Stored data entries |
# # # #

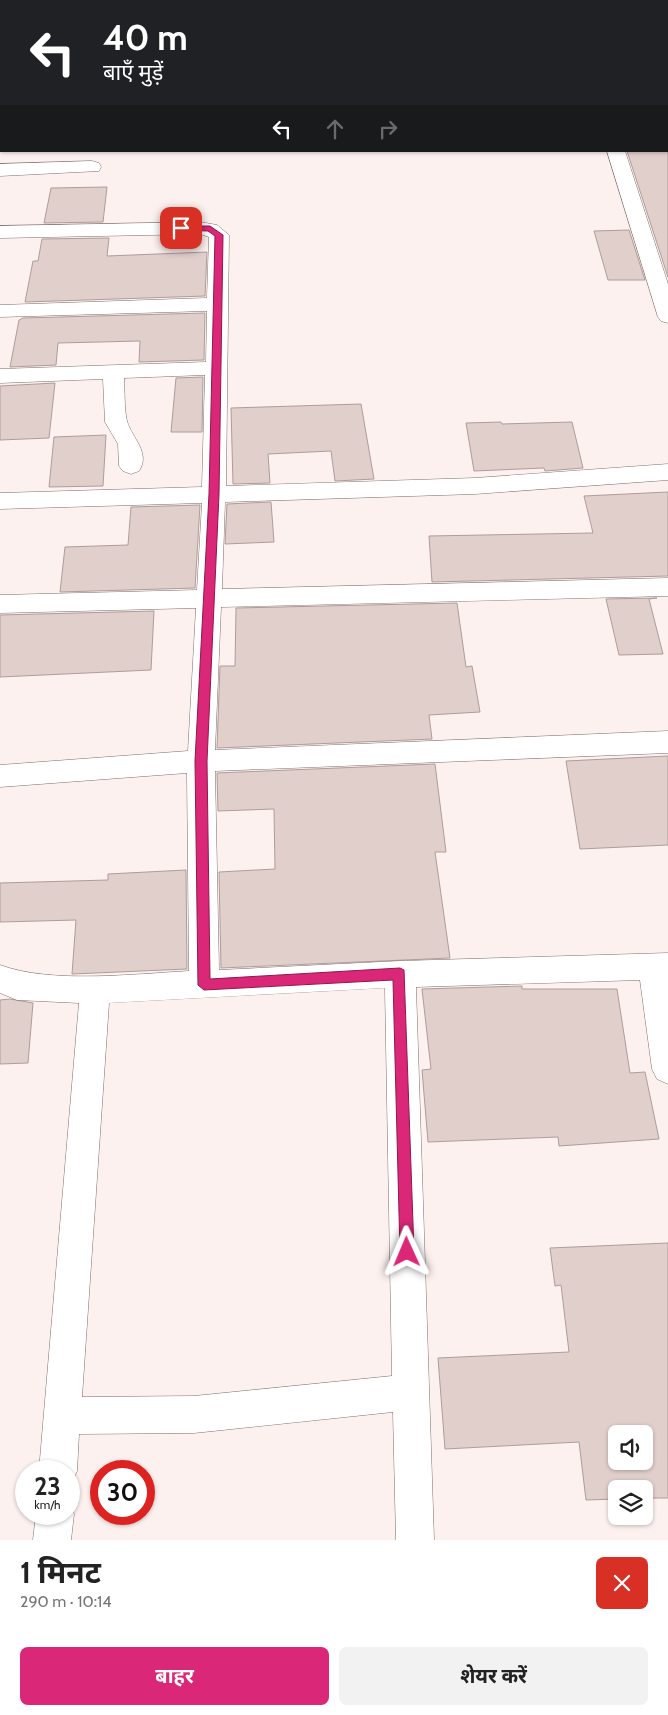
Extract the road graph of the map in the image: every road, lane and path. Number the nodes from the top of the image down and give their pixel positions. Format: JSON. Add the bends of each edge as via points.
{"nodes":[{"id":1,"x":616,"y":152,"type":"edge"},
{"id":2,"x":92,"y":167,"type":"dead end"},
{"id":3,"x":0,"y":170,"type":"edge"},
{"id":4,"x":0,"y":232,"type":"edge"},
{"id":5,"x":218,"y":304,"type":"junction"},
{"id":6,"x":0,"y":311,"type":"edge"},
{"id":7,"x":668,"y":316,"type":"edge"},
{"id":8,"x":217,"y":368,"type":"junction"},
{"id":9,"x":112,"y":372,"type":"junction"},
{"id":10,"x":0,"y":376,"type":"edge"},
{"id":11,"x":131,"y":466,"type":"dead end"},
{"id":12,"x":668,"y":472,"type":"edge"},
{"id":13,"x":214,"y":494,"type":"junction"},
{"id":14,"x":0,"y":501,"type":"edge"},
{"id":15,"x":668,"y":587,"type":"edge"},
{"id":16,"x":210,"y":600,"type":"junction"},
{"id":17,"x":0,"y":604,"type":"edge"},
{"id":18,"x":668,"y":742,"type":"edge"},
{"id":19,"x":201,"y":761,"type":"junction"},
{"id":20,"x":0,"y":776,"type":"edge"},
{"id":21,"x":661,"y":967,"type":"edge"},
{"id":22,"x":400,"y":974,"type":"junction"},
{"id":23,"x":0,"y":979,"type":"edge"},
{"id":24,"x":204,"y":985,"type":"junction"},
{"id":25,"x":95,"y":990,"type":"junction"},
{"id":26,"x":668,"y":1069,"type":"edge"},
{"id":27,"x":411,"y":1392,"type":"junction"},
{"id":28,"x":63,"y":1415,"type":"junction"},
{"id":29,"x":59,"y":1460,"type":"edge"},
{"id":30,"x":54,"y":1525,"type":"edge"},
{"id":31,"x":52,"y":1540,"type":"edge"},
{"id":32,"x":415,"y":1540,"type":"edge"}],
"edges":[{"from":1,"to":7,"type":"street"},
{"from":2,"to":3,"type":"street"},
{"from":4,"to":5,"type":"street","via":[[210,229],[219,235]]},
{"from":5,"to":6,"type":"street"},
{"from":5,"to":8,"type":"street"},
{"from":8,"to":9,"type":"street"},
{"from":8,"to":13,"type":"street"},
{"from":9,"to":10,"type":"street"},
{"from":9,"to":11,"type":"street","via":[[116,422],[129,444]]},
{"from":12,"to":13,"type":"street","via":[[475,486]]},
{"from":13,"to":14,"type":"street"},
{"from":13,"to":16,"type":"street"},
{"from":15,"to":16,"type":"street"},
{"from":16,"to":17,"type":"street"},
{"from":16,"to":19,"type":"street"},
{"from":18,"to":19,"type":"street"},
{"from":19,"to":20,"type":"street"},
{"from":19,"to":24,"type":"street"},
{"from":21,"to":22,"type":"street"},
{"from":21,"to":26,"type":"street"},
{"from":22,"to":24,"type":"street"},
{"from":22,"to":27,"type":"street"},
{"from":23,"to":25,"type":"street","via":[[17,986]]},
{"from":24,"to":25,"type":"street"},
{"from":25,"to":28,"type":"street"},
{"from":27,"to":28,"type":"street","via":[[219,1414],[113,1418]]},
{"from":27,"to":32,"type":"street"},
{"from":28,"to":29,"type":"street"},
{"from":30,"to":31,"type":"street"}]}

# # # #

YOUR OBJECTIVE | What lines above contain the string "junction"? Copy all of them.

ANSWER AREA |
{"id":5,"x":218,"y":304,"type":"junction"},
{"id":8,"x":217,"y":368,"type":"junction"},
{"id":9,"x":112,"y":372,"type":"junction"},
{"id":13,"x":214,"y":494,"type":"junction"},
{"id":16,"x":210,"y":600,"type":"junction"},
{"id":19,"x":201,"y":761,"type":"junction"},
{"id":22,"x":400,"y":974,"type":"junction"},
{"id":24,"x":204,"y":985,"type":"junction"},
{"id":25,"x":95,"y":990,"type":"junction"},
{"id":27,"x":411,"y":1392,"type":"junction"},
{"id":28,"x":63,"y":1415,"type":"junction"},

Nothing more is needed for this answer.